- The data:
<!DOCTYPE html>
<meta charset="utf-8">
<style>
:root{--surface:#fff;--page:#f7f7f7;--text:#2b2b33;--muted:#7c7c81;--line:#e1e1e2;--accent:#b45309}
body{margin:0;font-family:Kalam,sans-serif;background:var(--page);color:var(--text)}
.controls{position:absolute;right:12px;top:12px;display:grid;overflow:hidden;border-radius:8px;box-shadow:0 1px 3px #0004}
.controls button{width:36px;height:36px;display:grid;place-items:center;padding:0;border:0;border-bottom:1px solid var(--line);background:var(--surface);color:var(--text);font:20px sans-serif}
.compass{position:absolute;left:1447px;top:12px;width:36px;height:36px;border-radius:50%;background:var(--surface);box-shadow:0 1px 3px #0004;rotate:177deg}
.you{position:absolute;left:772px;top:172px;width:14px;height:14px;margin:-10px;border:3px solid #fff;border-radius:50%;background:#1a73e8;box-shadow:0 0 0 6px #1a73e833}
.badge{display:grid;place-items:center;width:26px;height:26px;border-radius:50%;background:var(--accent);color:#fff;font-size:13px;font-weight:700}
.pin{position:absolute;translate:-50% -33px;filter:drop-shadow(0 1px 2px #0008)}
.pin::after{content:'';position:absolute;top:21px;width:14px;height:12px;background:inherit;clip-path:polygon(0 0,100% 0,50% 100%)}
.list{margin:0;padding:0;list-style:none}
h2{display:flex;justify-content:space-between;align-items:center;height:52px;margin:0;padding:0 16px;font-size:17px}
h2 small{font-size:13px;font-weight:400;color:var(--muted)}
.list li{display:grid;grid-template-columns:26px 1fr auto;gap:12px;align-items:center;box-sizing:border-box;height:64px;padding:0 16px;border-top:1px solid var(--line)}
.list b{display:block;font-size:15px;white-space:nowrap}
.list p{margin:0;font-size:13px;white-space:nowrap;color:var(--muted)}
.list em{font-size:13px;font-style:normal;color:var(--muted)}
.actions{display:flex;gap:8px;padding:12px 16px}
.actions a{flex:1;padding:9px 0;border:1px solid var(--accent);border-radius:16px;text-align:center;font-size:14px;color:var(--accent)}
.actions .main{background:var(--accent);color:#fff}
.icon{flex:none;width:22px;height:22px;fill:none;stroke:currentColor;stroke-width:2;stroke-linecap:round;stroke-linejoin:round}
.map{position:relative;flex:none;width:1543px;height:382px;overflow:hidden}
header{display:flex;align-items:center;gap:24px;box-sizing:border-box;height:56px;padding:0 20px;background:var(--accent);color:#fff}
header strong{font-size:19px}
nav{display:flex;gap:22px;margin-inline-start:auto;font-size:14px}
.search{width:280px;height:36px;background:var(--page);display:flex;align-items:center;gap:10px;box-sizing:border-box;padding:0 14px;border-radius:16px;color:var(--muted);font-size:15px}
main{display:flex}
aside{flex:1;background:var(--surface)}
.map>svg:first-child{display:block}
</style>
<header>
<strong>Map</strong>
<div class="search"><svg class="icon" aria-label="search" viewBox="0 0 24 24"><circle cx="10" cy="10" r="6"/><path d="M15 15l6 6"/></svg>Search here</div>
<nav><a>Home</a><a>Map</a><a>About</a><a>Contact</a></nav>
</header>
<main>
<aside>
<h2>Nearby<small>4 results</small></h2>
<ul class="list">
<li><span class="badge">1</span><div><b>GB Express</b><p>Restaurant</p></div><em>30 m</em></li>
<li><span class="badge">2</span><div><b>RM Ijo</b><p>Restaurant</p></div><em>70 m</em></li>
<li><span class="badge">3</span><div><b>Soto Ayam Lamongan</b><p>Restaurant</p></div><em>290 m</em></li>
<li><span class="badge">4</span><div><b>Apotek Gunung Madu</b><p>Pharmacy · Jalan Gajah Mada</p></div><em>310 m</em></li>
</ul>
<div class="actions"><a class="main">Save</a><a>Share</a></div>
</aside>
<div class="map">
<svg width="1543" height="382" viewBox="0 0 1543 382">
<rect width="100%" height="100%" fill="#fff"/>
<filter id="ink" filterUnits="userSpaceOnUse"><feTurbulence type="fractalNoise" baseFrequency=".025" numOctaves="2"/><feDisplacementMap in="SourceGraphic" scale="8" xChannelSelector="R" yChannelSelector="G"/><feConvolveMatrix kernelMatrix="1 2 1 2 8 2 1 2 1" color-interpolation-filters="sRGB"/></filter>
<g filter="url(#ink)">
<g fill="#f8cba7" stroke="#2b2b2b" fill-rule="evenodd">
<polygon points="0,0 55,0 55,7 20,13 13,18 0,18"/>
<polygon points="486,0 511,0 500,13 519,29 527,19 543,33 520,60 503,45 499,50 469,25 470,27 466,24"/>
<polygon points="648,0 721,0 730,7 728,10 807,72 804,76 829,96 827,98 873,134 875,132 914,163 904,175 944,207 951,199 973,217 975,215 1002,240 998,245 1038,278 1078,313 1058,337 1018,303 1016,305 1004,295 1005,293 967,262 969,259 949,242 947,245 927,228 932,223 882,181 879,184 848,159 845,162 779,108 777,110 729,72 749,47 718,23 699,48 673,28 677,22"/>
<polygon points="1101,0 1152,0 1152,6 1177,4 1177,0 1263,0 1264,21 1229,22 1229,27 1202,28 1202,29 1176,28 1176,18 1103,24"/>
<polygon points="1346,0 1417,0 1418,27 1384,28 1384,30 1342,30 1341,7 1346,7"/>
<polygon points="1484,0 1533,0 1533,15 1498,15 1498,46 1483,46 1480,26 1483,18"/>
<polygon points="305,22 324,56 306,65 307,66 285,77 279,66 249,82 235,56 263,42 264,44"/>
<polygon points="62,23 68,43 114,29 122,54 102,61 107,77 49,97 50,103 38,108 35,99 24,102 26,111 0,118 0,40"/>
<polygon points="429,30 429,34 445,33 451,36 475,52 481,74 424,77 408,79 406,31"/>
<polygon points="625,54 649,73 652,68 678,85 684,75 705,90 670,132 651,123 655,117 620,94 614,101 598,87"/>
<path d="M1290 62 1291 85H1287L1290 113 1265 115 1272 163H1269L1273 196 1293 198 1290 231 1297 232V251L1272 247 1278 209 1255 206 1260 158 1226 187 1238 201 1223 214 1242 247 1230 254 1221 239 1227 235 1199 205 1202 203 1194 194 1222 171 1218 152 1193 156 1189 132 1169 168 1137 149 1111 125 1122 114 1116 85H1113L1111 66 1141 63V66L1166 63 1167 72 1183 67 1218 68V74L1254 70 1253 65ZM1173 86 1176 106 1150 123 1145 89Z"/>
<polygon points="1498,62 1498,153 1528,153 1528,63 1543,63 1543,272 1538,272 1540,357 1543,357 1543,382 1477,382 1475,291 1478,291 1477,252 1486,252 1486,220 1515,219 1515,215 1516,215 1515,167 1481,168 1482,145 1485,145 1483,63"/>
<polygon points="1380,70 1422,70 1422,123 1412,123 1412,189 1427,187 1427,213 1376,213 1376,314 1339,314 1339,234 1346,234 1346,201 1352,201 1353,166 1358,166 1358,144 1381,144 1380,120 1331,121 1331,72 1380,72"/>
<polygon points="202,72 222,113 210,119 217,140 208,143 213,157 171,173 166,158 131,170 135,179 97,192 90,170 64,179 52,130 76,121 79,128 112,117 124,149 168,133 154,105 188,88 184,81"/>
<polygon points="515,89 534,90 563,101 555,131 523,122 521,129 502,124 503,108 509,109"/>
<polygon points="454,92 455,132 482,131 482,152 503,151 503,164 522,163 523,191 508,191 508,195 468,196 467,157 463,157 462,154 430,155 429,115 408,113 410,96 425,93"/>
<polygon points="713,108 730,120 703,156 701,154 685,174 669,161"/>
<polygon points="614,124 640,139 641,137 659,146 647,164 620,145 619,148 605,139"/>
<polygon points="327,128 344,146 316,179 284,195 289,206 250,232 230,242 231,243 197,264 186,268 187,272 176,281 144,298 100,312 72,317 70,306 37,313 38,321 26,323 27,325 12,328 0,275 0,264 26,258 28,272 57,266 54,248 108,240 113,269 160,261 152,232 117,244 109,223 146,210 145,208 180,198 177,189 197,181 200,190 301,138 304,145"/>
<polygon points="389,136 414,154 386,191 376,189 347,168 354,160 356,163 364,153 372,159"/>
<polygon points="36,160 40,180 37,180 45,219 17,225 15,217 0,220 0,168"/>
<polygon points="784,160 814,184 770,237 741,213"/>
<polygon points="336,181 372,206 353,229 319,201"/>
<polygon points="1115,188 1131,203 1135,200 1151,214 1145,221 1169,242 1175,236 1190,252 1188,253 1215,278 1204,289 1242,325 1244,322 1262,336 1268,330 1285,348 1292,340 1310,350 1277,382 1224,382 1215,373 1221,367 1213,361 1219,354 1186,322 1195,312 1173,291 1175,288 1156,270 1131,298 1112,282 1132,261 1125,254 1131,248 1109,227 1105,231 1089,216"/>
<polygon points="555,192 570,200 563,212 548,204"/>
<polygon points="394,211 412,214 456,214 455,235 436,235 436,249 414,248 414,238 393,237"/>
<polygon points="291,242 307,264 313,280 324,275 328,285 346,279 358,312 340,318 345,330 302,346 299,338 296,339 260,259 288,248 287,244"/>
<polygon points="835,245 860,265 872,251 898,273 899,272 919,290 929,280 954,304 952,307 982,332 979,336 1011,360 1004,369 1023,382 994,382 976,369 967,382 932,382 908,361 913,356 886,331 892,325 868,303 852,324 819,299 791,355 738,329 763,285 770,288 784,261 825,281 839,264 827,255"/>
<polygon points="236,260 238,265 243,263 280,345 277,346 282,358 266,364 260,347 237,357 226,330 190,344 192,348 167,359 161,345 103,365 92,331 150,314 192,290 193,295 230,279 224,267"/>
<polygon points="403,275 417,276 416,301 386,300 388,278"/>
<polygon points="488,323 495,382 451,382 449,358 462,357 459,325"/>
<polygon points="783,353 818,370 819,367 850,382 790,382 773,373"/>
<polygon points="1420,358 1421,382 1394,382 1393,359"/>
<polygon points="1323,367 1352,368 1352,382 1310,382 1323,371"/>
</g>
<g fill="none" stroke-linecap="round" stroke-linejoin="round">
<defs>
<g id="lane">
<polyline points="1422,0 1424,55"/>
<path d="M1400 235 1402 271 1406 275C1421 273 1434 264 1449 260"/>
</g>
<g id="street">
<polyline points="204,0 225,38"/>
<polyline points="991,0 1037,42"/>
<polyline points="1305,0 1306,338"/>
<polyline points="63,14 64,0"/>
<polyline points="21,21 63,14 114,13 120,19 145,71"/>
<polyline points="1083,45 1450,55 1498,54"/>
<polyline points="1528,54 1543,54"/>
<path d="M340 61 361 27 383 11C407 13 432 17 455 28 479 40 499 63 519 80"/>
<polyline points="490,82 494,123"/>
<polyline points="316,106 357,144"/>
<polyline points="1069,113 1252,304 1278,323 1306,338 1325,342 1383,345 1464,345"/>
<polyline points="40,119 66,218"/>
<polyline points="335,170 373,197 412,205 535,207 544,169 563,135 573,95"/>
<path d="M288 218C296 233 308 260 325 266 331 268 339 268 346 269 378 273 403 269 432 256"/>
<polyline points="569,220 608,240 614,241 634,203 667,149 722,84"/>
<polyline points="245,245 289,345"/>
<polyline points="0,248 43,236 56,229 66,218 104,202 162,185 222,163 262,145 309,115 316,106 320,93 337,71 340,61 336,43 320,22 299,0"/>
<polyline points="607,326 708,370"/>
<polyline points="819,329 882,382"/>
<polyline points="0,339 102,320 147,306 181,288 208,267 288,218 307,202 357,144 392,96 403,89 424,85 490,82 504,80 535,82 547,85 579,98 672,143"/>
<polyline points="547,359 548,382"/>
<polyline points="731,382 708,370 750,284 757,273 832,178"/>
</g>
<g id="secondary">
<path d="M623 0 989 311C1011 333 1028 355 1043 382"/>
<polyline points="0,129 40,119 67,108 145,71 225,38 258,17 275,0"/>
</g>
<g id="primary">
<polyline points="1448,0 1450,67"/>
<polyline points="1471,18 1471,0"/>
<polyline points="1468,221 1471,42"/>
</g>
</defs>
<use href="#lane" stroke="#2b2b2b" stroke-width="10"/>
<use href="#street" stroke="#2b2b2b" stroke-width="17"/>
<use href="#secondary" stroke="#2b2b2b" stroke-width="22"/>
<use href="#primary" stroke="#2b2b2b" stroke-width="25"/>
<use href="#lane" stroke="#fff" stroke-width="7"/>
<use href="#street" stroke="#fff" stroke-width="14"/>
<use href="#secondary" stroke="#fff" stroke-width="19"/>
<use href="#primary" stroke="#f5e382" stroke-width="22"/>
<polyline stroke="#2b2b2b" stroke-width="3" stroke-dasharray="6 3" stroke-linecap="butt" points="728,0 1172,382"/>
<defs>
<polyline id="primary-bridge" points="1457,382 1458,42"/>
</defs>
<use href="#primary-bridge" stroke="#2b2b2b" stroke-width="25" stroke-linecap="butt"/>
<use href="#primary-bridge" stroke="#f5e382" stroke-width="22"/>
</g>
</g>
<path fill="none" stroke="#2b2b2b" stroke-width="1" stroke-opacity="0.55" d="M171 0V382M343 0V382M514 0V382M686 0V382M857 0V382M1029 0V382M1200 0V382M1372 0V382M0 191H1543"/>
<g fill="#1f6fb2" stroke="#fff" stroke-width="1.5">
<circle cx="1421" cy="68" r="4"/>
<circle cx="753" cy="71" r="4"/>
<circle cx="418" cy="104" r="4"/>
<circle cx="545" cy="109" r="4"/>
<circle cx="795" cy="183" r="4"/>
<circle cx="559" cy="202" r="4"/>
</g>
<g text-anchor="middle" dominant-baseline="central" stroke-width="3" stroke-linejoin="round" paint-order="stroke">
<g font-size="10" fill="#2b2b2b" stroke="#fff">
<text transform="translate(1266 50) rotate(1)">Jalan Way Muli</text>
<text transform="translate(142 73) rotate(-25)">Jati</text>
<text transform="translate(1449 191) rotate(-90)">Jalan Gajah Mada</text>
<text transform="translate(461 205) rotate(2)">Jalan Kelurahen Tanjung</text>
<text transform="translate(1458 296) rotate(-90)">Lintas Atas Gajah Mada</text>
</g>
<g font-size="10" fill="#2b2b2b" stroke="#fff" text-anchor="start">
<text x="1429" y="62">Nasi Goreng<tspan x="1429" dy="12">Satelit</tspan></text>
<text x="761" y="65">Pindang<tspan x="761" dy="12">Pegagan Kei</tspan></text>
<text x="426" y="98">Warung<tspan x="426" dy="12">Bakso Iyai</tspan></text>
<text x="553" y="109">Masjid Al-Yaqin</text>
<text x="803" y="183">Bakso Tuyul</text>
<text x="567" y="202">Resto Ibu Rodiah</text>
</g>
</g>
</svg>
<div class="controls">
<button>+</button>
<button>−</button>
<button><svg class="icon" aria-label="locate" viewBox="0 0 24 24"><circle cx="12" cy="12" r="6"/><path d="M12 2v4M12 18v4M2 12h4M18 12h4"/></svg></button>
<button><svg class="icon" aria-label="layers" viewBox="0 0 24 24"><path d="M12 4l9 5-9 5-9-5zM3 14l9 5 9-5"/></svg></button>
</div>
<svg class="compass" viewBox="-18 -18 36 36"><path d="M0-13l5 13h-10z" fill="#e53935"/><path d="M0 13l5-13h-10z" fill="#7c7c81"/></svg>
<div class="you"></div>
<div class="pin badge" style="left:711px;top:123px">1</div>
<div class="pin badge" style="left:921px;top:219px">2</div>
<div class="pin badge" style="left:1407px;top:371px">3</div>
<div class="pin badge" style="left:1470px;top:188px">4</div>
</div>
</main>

- Task: Copy whichever lines of the records above contain the word "white".

- Your response:
.list b{display:block;font-size:15px;white-space:nowrap}
.list p{margin:0;font-size:13px;white-space:nowrap;color:var(--muted)}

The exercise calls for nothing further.